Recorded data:
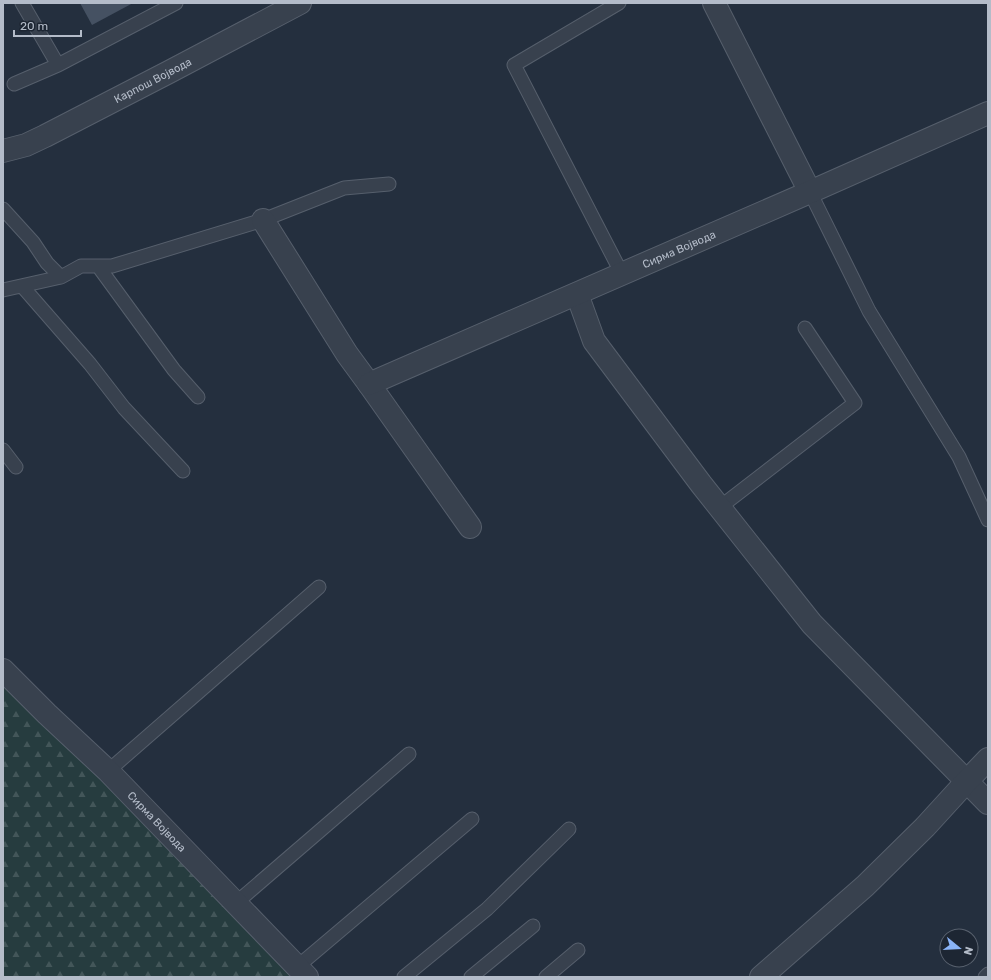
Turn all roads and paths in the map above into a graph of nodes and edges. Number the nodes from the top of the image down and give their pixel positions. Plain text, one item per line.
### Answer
1 (22, 3) edge
2 (176, 3) edge
3 (300, 3) edge
4 (619, 3) edge
5 (714, 3) edge
6 (58, 66) junction
7 (14, 84) dead end
8 (988, 113) edge
9 (3, 151) edge
10 (389, 184) dead end
11 (810, 192) junction
12 (3, 209) edge
13 (262, 220) junction
14 (98, 266) junction
15 (622, 274) junction
16 (61, 277) junction
17 (22, 286) junction
18 (3, 290) edge
19 (577, 294) junction
20 (805, 328) dead end
21 (369, 384) junction
22 (198, 397) dead end
23 (3, 450) edge
24 (16, 466) dead end
25 (183, 471) dead end
26 (719, 508) junction
27 (988, 520) edge
28 (470, 527) dead end
29 (319, 587) dead end
30 (3, 670) edge
31 (409, 754) dead end
32 (988, 759) edge
33 (108, 771) junction
34 (967, 781) junction
35 (988, 803) edge
36 (472, 819) dead end
37 (569, 828) dead end
38 (236, 903) junction
39 (533, 926) dead end
40 (578, 950) dead end
41 (302, 972) edge
42 (988, 974) edge
43 (404, 977) edge
44 (471, 977) edge
45 (546, 977) edge
46 (761, 977) edge
47 (985, 977) edge

1 - 6 lane
2 - 6 lane
3 - 9 street, Карпош Војвода
4 - 15 lane
5 - 11 street
6 - 7 lane
8 - 11 street, Сирма Војвода
10 - 13 lane
11 - 15 street, Сирма Војвода
11 - 27 lane
12 - 16 lane
13 - 14 lane
13 - 21 street
14 - 16 lane
14 - 22 lane
15 - 19 street, Сирма Војвода
16 - 17 lane
17 - 18 lane
17 - 25 lane
19 - 21 street, Сирма Војвода
19 - 26 street
20 - 26 lane
21 - 28 street
23 - 24 lane
26 - 34 street
29 - 33 lane
30 - 33 street, Сирма Војвода
31 - 38 lane
32 - 34 street
33 - 38 street, Сирма Војвода
34 - 35 street
34 - 46 street
36 - 41 lane
37 - 43 lane
38 - 41 street, Сирма Војвода
39 - 44 lane
40 - 45 lane
42 - 47 lane

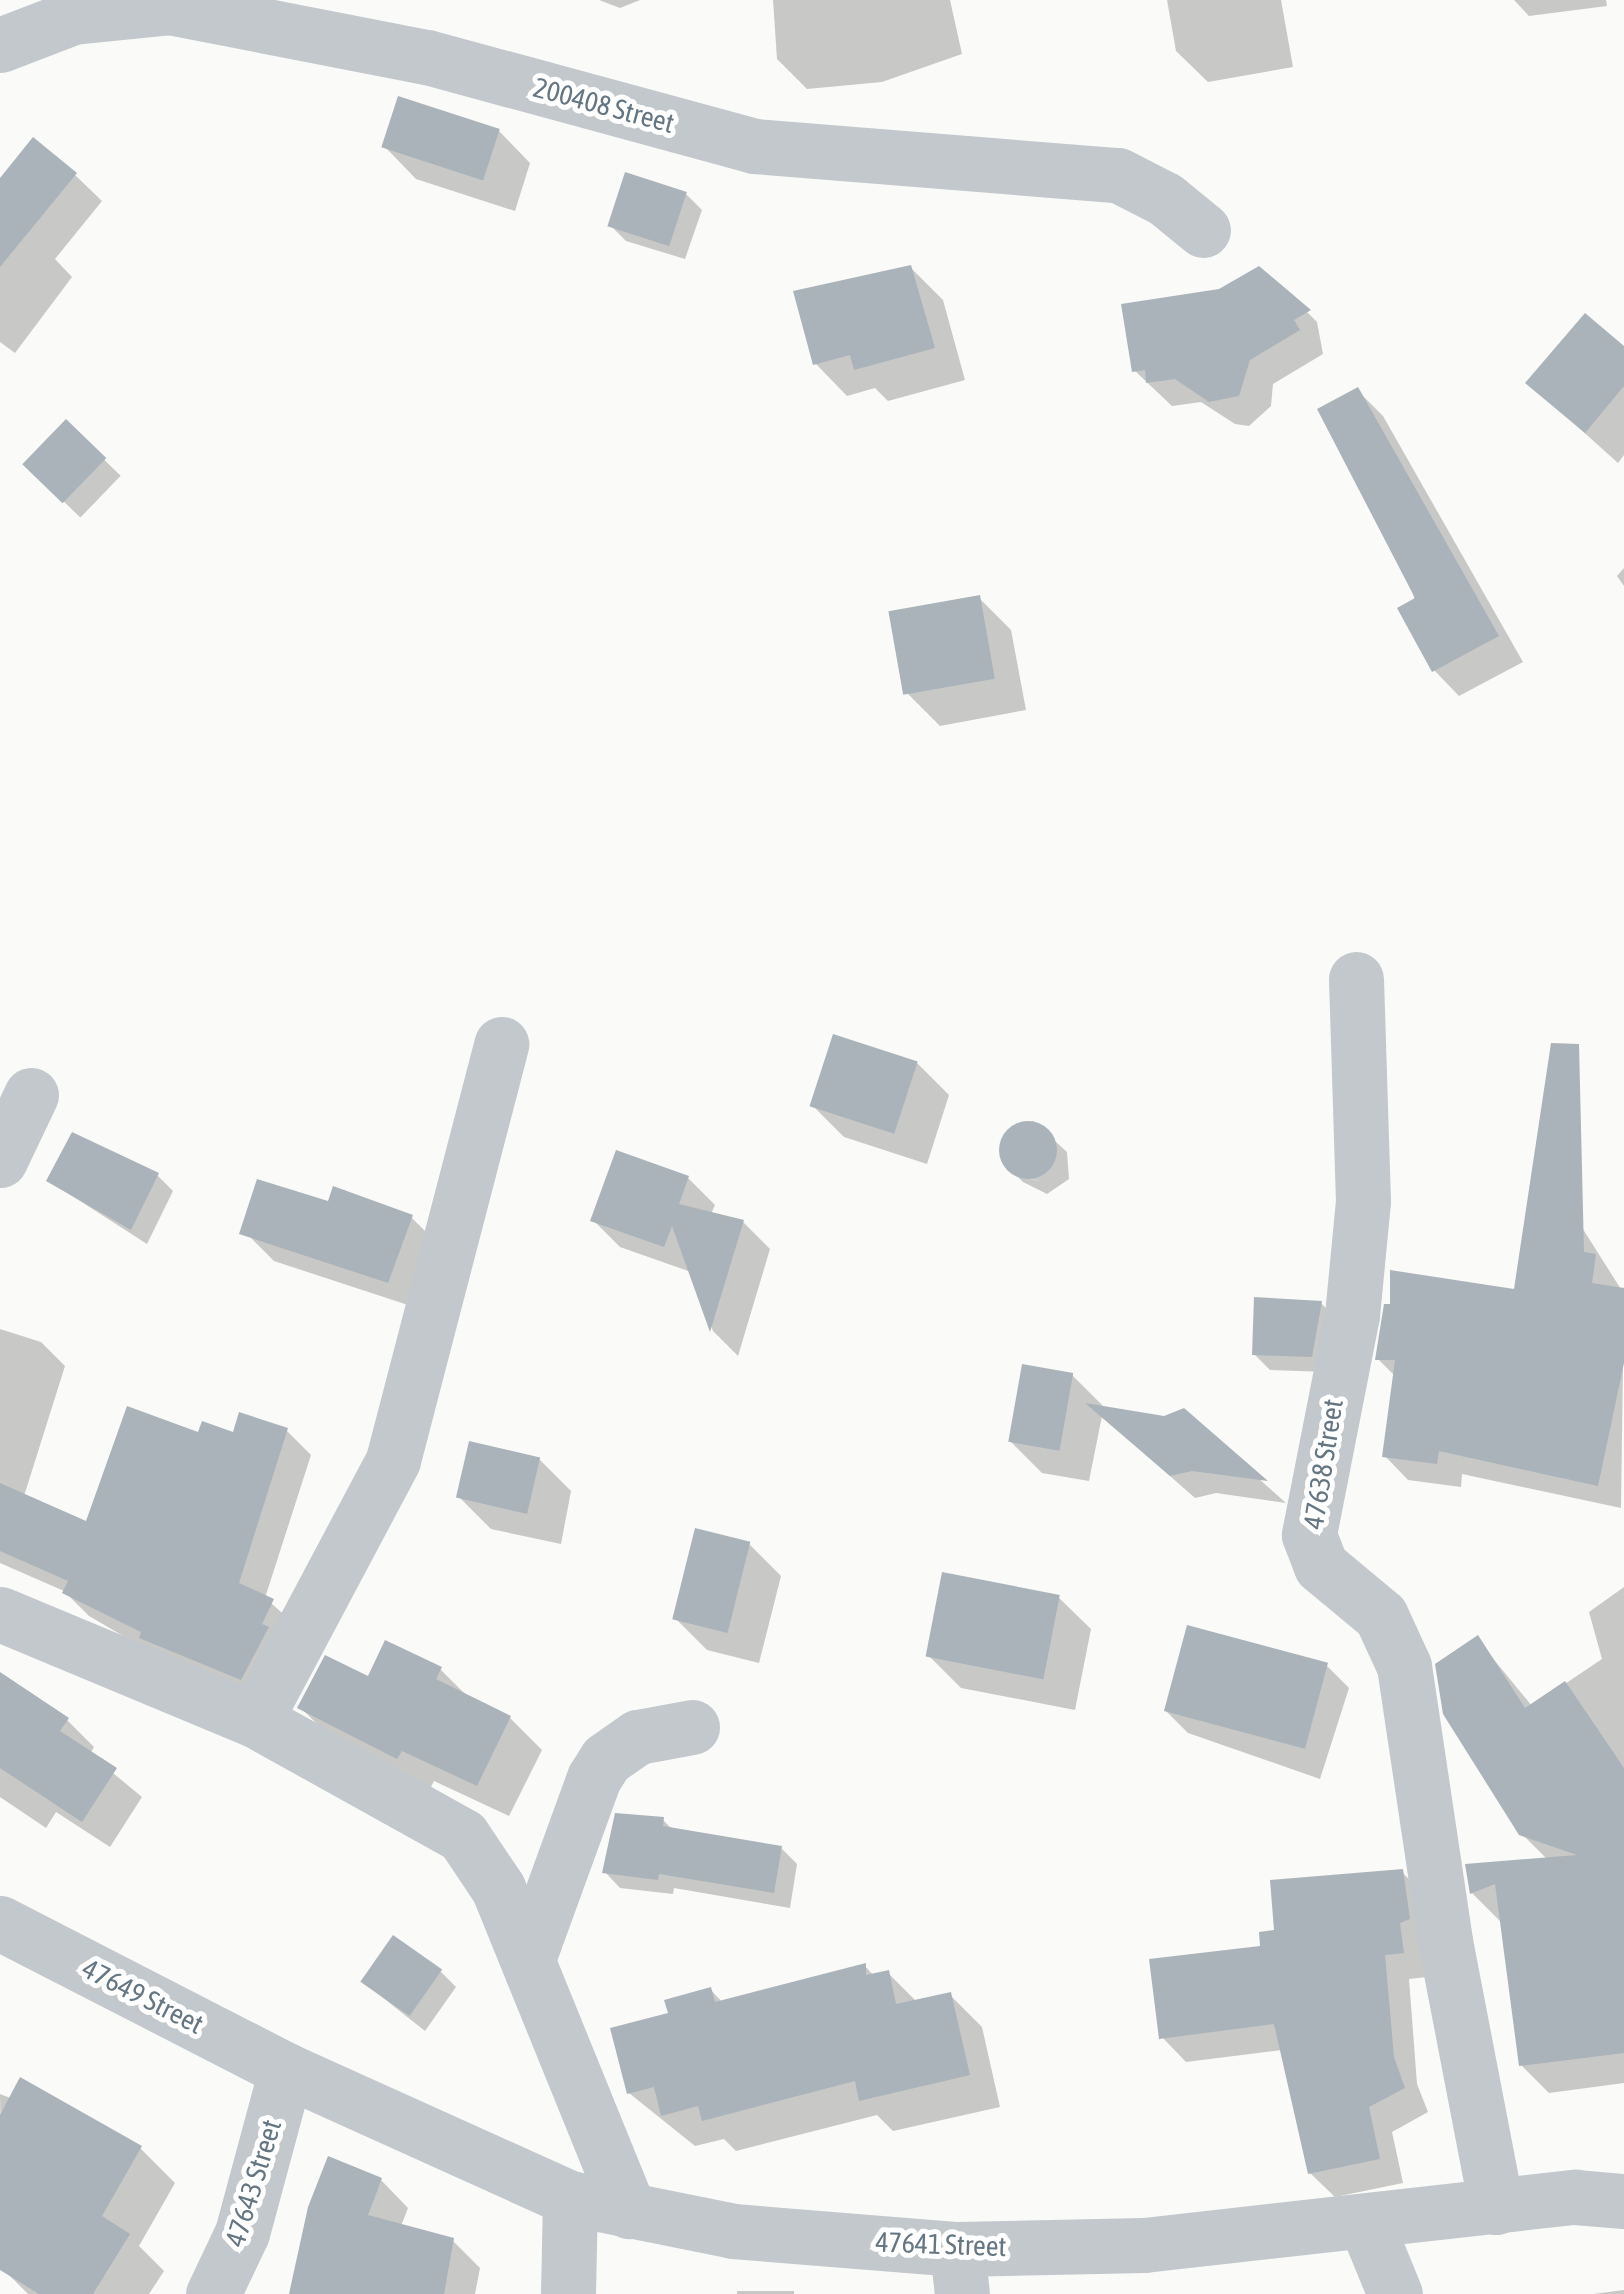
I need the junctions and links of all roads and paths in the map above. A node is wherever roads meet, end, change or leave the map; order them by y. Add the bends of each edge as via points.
1 (0, 45) edge
2 (1203, 230) dead end
3 (1356, 979) dead end
4 (501, 1044) dead end
5 (31, 1094) dead end
6 (0, 1160) edge
7 (0, 1614) edge
8 (256, 1720) junction
9 (692, 1727) dead end
10 (0, 1923) edge
11 (528, 1959) junction
12 (286, 2070) junction
13 (570, 2198) junction
14 (1624, 2201) edge
15 (1496, 2207) junction
16 (629, 2210) junction
17 (1365, 2221) junction
18 (959, 2271) edge
19 (213, 2294) edge
20 (568, 2294) edge
21 (1395, 2294) edge

1 - 2 street, 200408 Street via 73,17 168,7 427,58 754,146 1118,176 1165,199
3 - 15 street, 47638 Street via 1364,1202 1352,1315 1309,1536 1320,1566 1381,1616 1400,1652
4 - 8 street via 393,1460
5 - 6 street
7 - 8 street
8 - 11 street via 463,1836 498,1888
9 - 11 street via 638,1737 606,1759
10 - 12 street, 47649 Street
11 - 16 street
12 - 13 street, 47641 Street
12 - 19 street, 47643 Street via 242,2233
13 - 16 street, 47641 Street
13 - 20 street
14 - 15 street, 47641 Street via 1575,2197
15 - 17 street, 47641 Street
16 - 18 street, 47641 Street
17 - 18 street, 47641 Street
17 - 21 street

TASK TO COMPLETE: Exactly as written, give the line containing "I need the junctions" and all remaining lines of the records.

RESULT OF THE TASK:
I need the junctions and links of all roads and paths in the map above. A node is wherever roads meet, end, change or leave the map; order them by y. Add the bends of each edge as via points.
1 (0, 45) edge
2 (1203, 230) dead end
3 (1356, 979) dead end
4 (501, 1044) dead end
5 (31, 1094) dead end
6 (0, 1160) edge
7 (0, 1614) edge
8 (256, 1720) junction
9 (692, 1727) dead end
10 (0, 1923) edge
11 (528, 1959) junction
12 (286, 2070) junction
13 (570, 2198) junction
14 (1624, 2201) edge
15 (1496, 2207) junction
16 (629, 2210) junction
17 (1365, 2221) junction
18 (959, 2271) edge
19 (213, 2294) edge
20 (568, 2294) edge
21 (1395, 2294) edge

1 - 2 street, 200408 Street via 73,17 168,7 427,58 754,146 1118,176 1165,199
3 - 15 street, 47638 Street via 1364,1202 1352,1315 1309,1536 1320,1566 1381,1616 1400,1652
4 - 8 street via 393,1460
5 - 6 street
7 - 8 street
8 - 11 street via 463,1836 498,1888
9 - 11 street via 638,1737 606,1759
10 - 12 street, 47649 Street
11 - 16 street
12 - 13 street, 47641 Street
12 - 19 street, 47643 Street via 242,2233
13 - 16 street, 47641 Street
13 - 20 street
14 - 15 street, 47641 Street via 1575,2197
15 - 17 street, 47641 Street
16 - 18 street, 47641 Street
17 - 18 street, 47641 Street
17 - 21 street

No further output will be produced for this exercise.